Having identified the size and extent of the problem government and employers should consider steps that could be taken to ameliorate the problems women face in their working lives due to the menopause. That said, this is the first study of its kind, so there is value in seeking to replicate and extend research investigating the impact of early menopause and menopausal symptoms on labour market outcomes. First, it would be valuable to know whether the effects we identify might vary for other cohorts of women including more recent entrants to the labour market. Second, there would be value exploring the heterogeneity of menopausal effects and whether there are aspects of women's experiences that may ameliorate the effects of menopause. For instance, it may be that women are better able to manage menopause symptoms where they have greater opportunities to manage working patterns or working hours, as might be the case among self-employed women or employees in workplaces with policies and practices expressly intended to assist women affected by menopause.

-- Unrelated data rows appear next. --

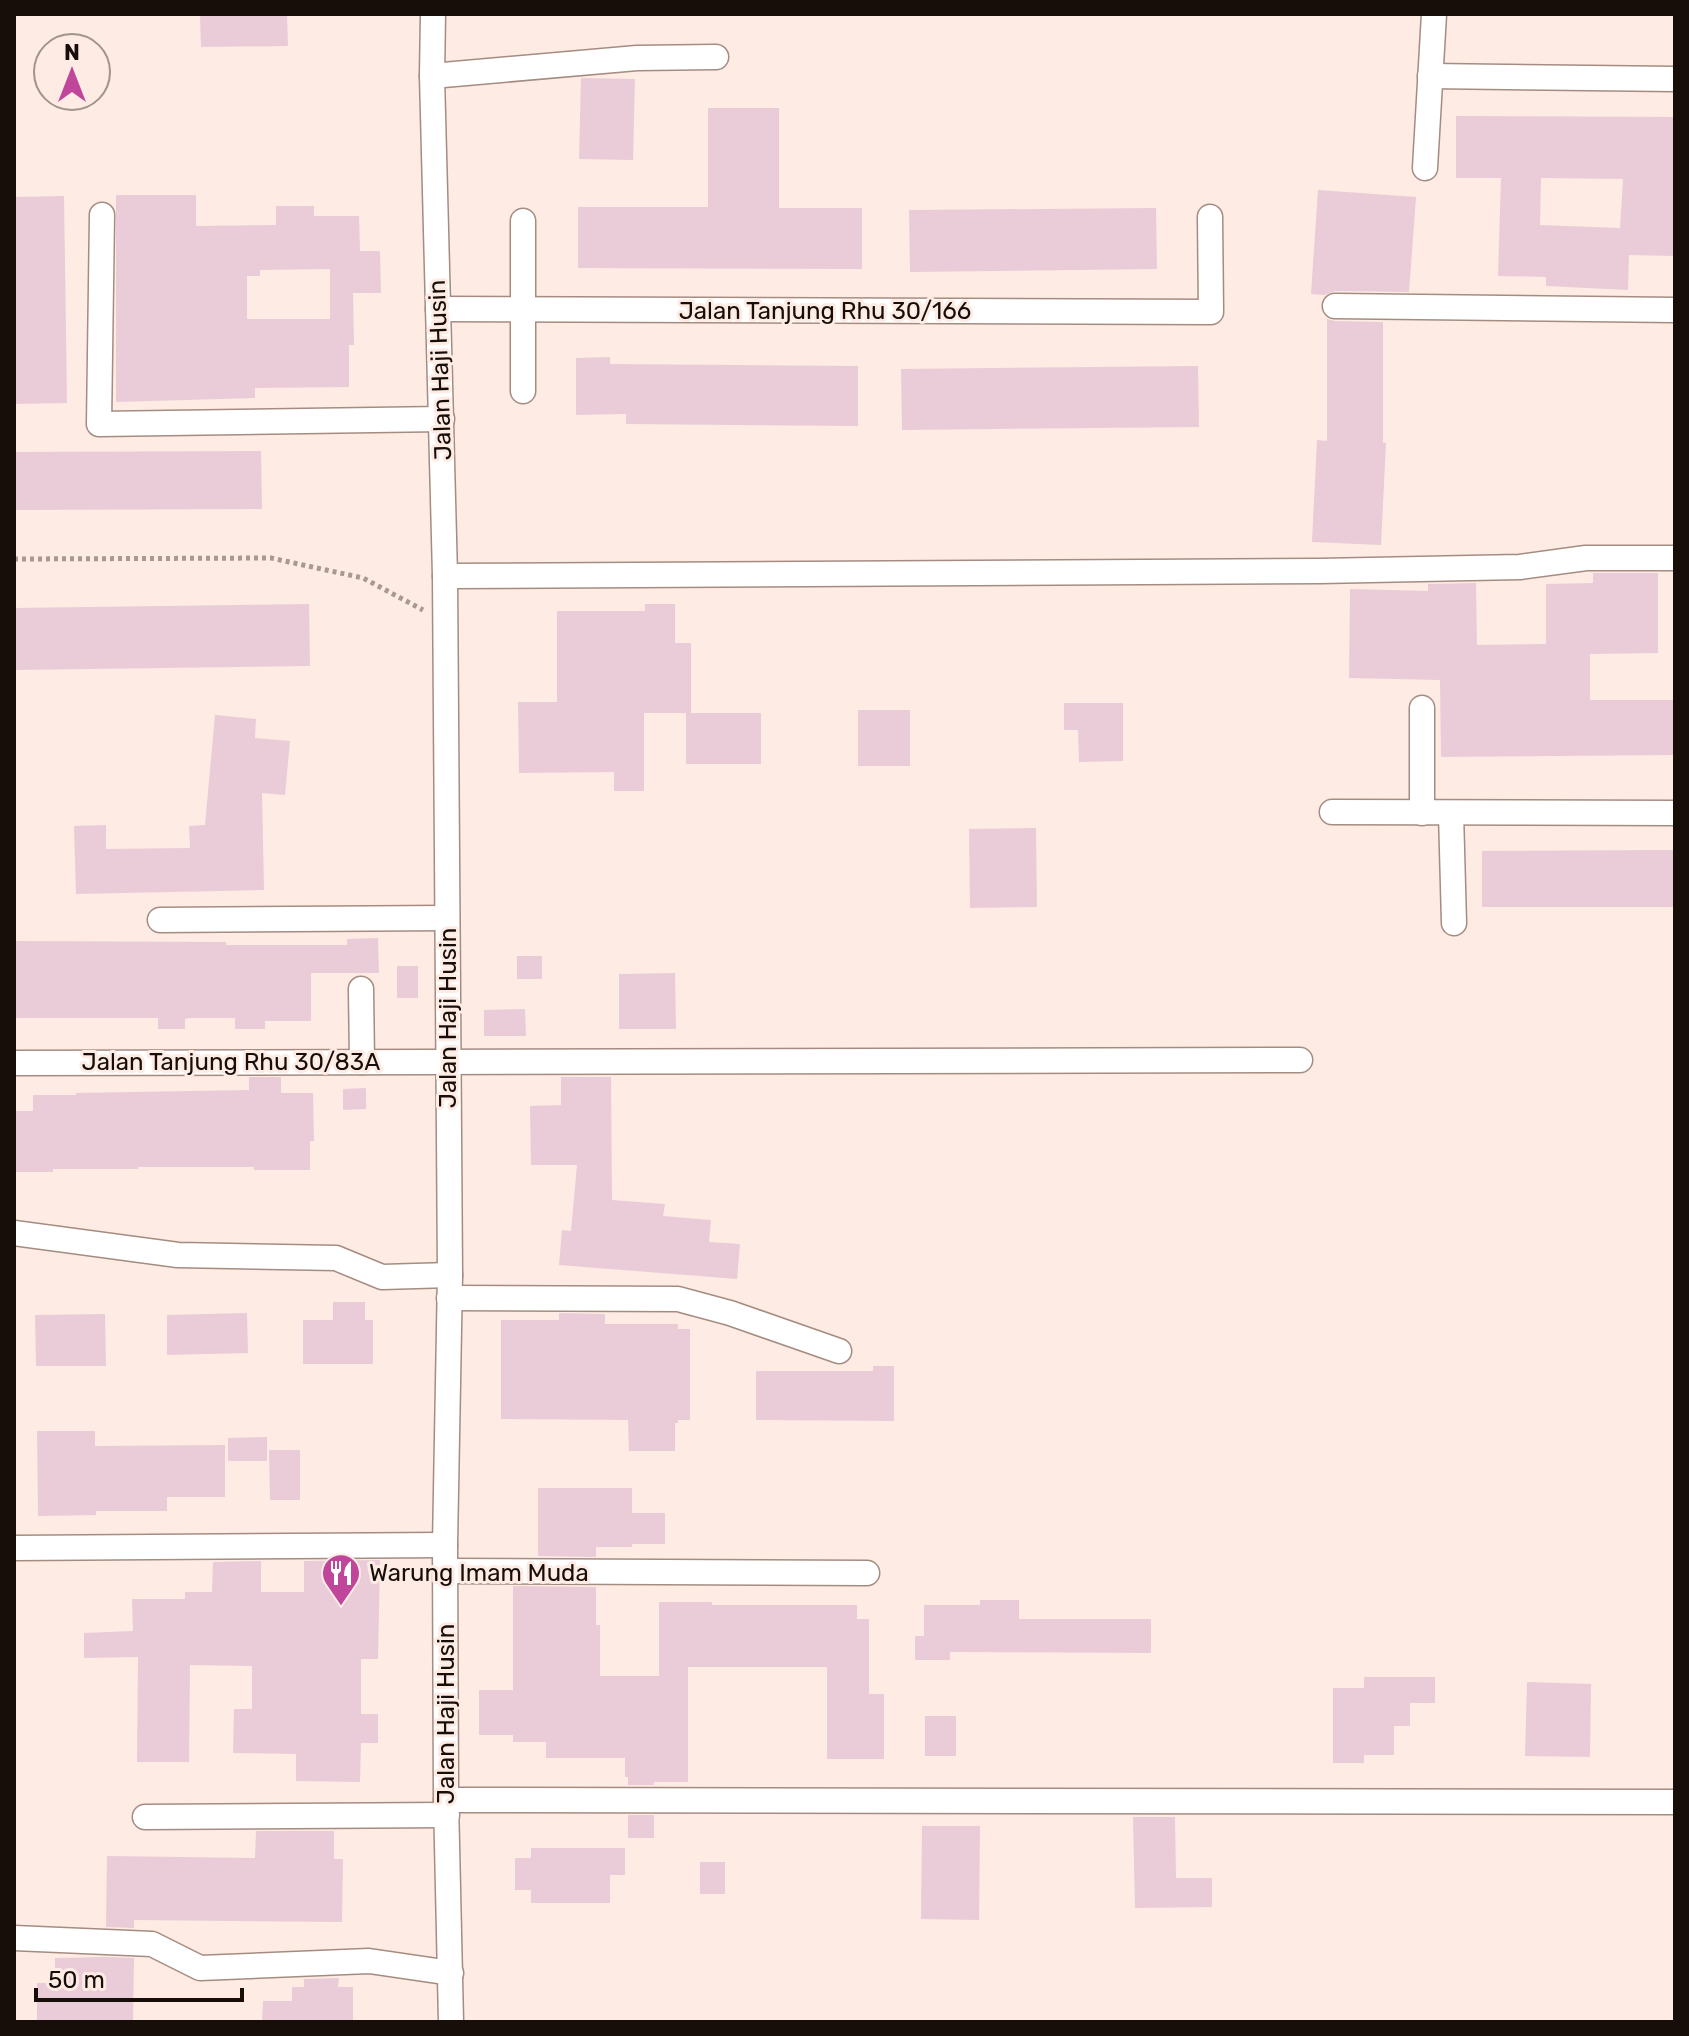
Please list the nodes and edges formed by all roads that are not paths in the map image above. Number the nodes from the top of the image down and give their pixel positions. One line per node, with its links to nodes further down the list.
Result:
1 (433, 14): 4 (street, Jalan Haji Husin)
2 (1434, 14): 5 (street)
3 (716, 57): 4 (street)
4 (432, 76): 12 (street, Jalan Haji Husin)
5 (1430, 76): 6 (street); 7 (street)
6 (1675, 79)
7 (1425, 168)
8 (102, 215): 16 (street)
9 (1210, 217): 13 (street, Jalan Tanjung Rhu 30/166)
10 (523, 221): 13 (street)
11 (1335, 306): 14 (street)
12 (438, 309): 13 (street, Jalan Tanjung Rhu 30/166); 16 (street, Jalan Haji Husin)
13 (524, 310): 15 (street)
14 (1675, 310)
15 (523, 391)
16 (442, 419): 18 (street, Jalan Haji Husin)
17 (1675, 558): 18 (street)
18 (445, 576): 24 (street, Jalan Haji Husin)
19 (1422, 708): 21 (street)
20 (1332, 812): 21 (street)
21 (1422, 813): 22 (street)
22 (1451, 813): 23 (street); 26 (street)
23 (1675, 813)
24 (447, 918): 25 (street); 29 (street, Jalan Haji Husin)
25 (160, 920)
26 (1454, 923)
27 (361, 989): 30 (street)
28 (1300, 1060): 29 (street, Jalan Tanjung Rhu 30/83A)
29 (447, 1061): 30 (street, Jalan Tanjung Rhu 30/83A); 33 (street, Jalan Haji Husin)
30 (362, 1062): 31 (street, Jalan Tanjung Rhu 30/83A)
31 (14, 1063)
32 (14, 1233): 33 (street)
33 (450, 1287): 34 (street); 35 (street, Jalan Haji Husin)
34 (839, 1351)
35 (445, 1545): 36 (street); 37 (street, Jalan Haji Husin)
36 (14, 1548)
37 (445, 1571): 38 (street); 40 (street, Jalan Haji Husin)
38 (867, 1573)
39 (1675, 1802): 40 (street)
40 (446, 1807): 41 (street); 43 (street, Jalan Haji Husin)
41 (145, 1817)
42 (14, 1938): 43 (street)
43 (451, 1973): 44 (street, Jalan Haji Husin)
44 (451, 2022)

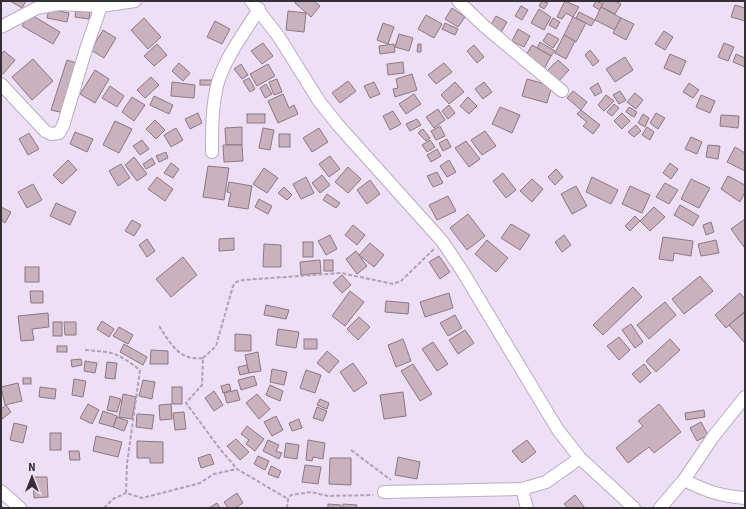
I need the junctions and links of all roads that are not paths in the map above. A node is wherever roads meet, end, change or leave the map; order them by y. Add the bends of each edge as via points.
1 (135, 1) edge
2 (458, 1) edge
3 (255, 5) edge
4 (101, 6) junction
5 (1, 27) edge
6 (1, 84) edge
7 (562, 91) dead end
8 (212, 152) dead end
9 (745, 397) edge
10 (580, 458) junction
11 (684, 480) junction
12 (522, 490) junction
13 (1, 491) edge
14 (379, 493) road end
15 (745, 498) edge
16 (20, 508) edge
17 (527, 508) edge
18 (634, 508) edge
19 (660, 508) edge

1 - 4 street
2 - 7 street
3 - 8 street via 218,82 212,119
3 - 10 street via 338,125 442,241 558,430
4 - 5 street via 58,4 37,8
4 - 6 street via 59,133 51,134 45,131
9 - 11 street via 713,437
10 - 12 street via 546,482
10 - 18 street
11 - 15 street via 704,491
11 - 19 street
12 - 14 street via 405,490
12 - 17 street
13 - 16 street

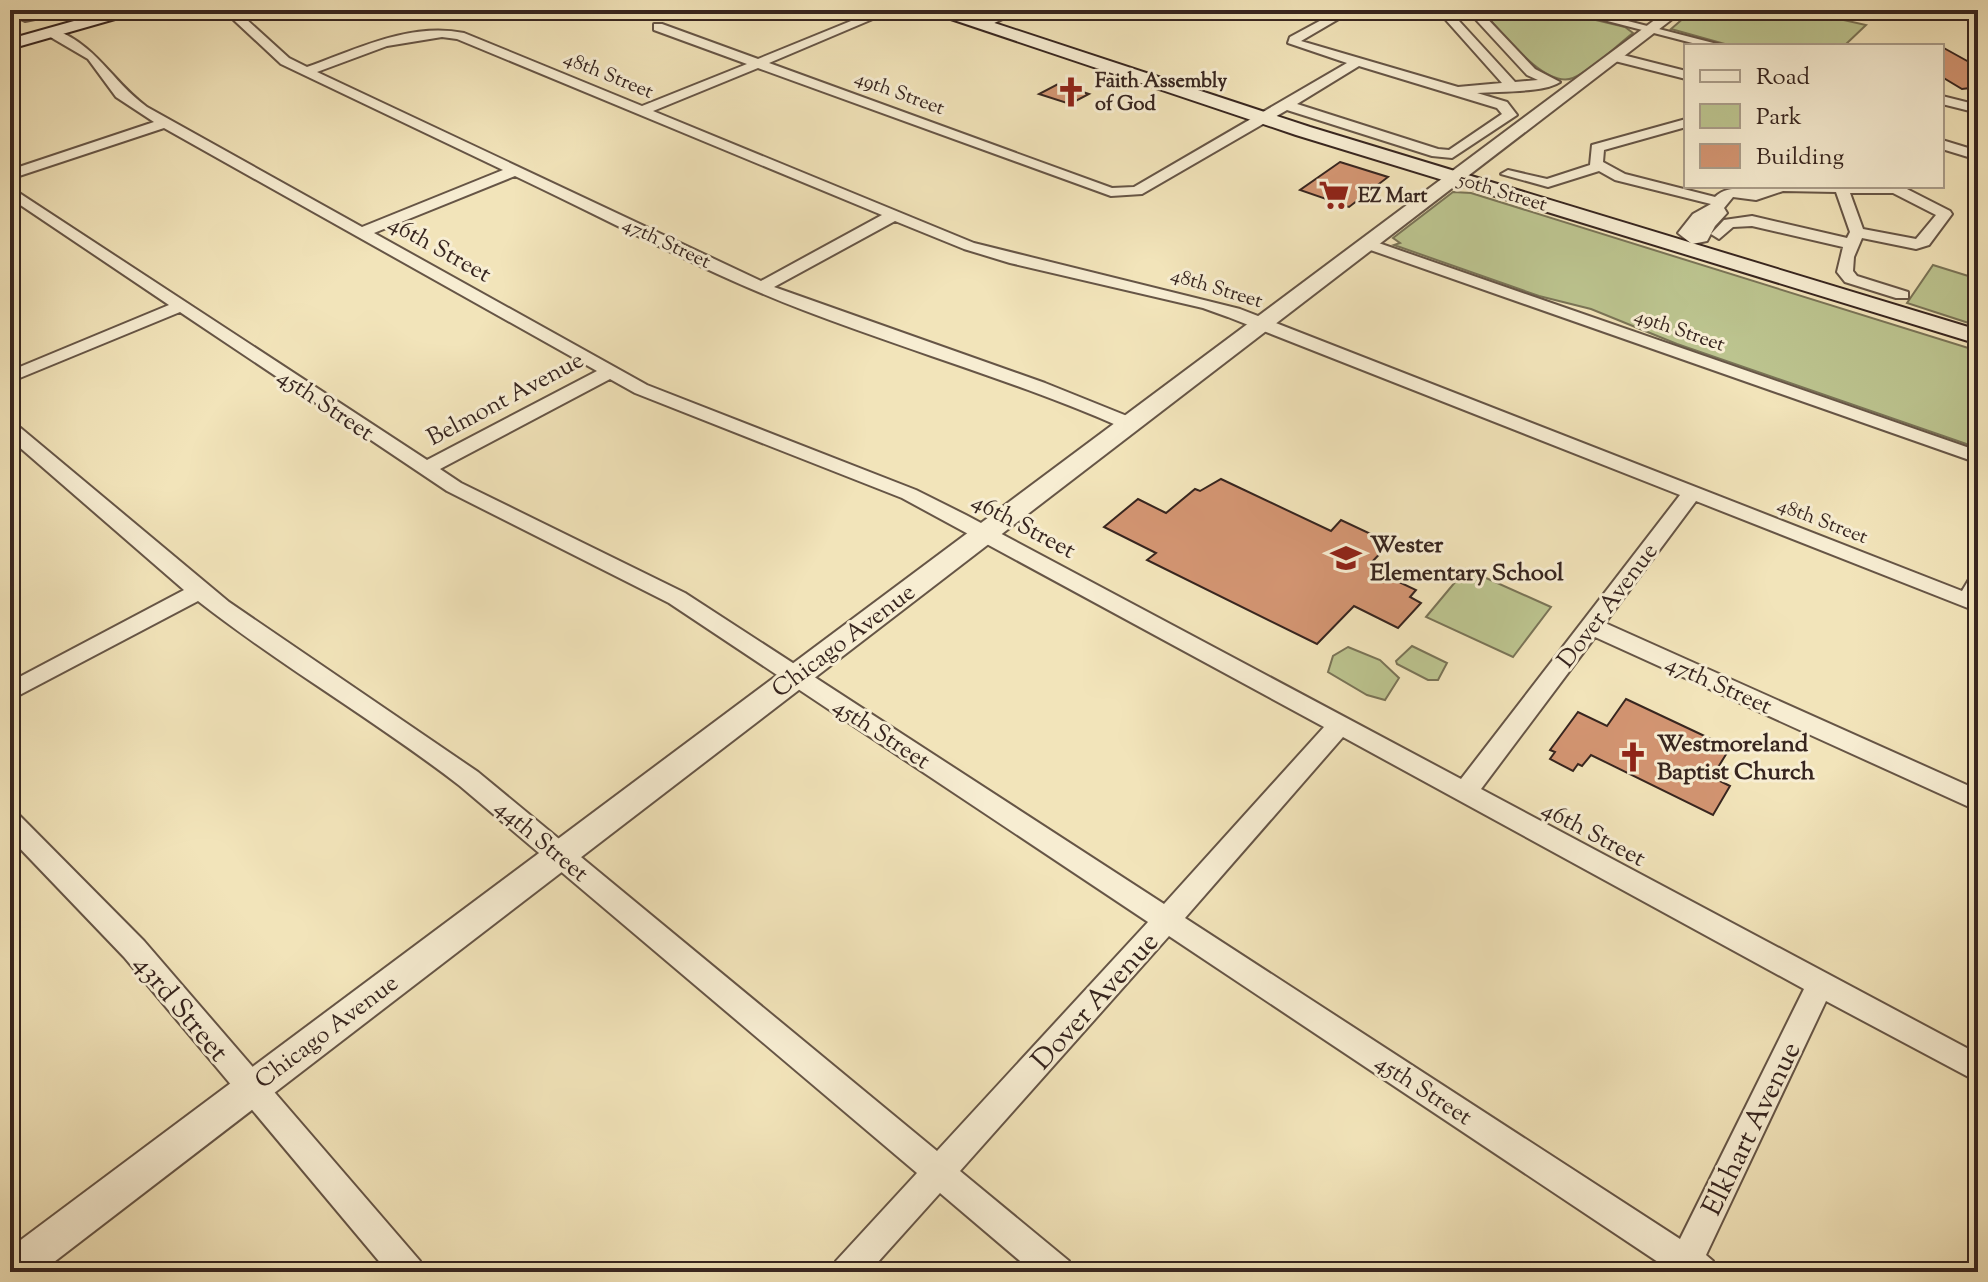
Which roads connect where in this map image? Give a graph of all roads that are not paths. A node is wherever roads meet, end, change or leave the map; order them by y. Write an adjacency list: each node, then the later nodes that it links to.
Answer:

Third, we know very little about the effects of early menopause and menopausal symptoms on other aspects of women's labour market experiences. We would have a better picture if studies were undertaken to investigate the impacts of menopause on women's wellbeing at work, their job satisfaction and their earnings. Finally, we know of no studies piloting policies or practices in the workplace that might assist women in raising health-related problems they may have during menopause, nor in coping with those problems. These evaluations are needed to provide the evidence base employers and government need so they know what actions to take to improve women's working lives.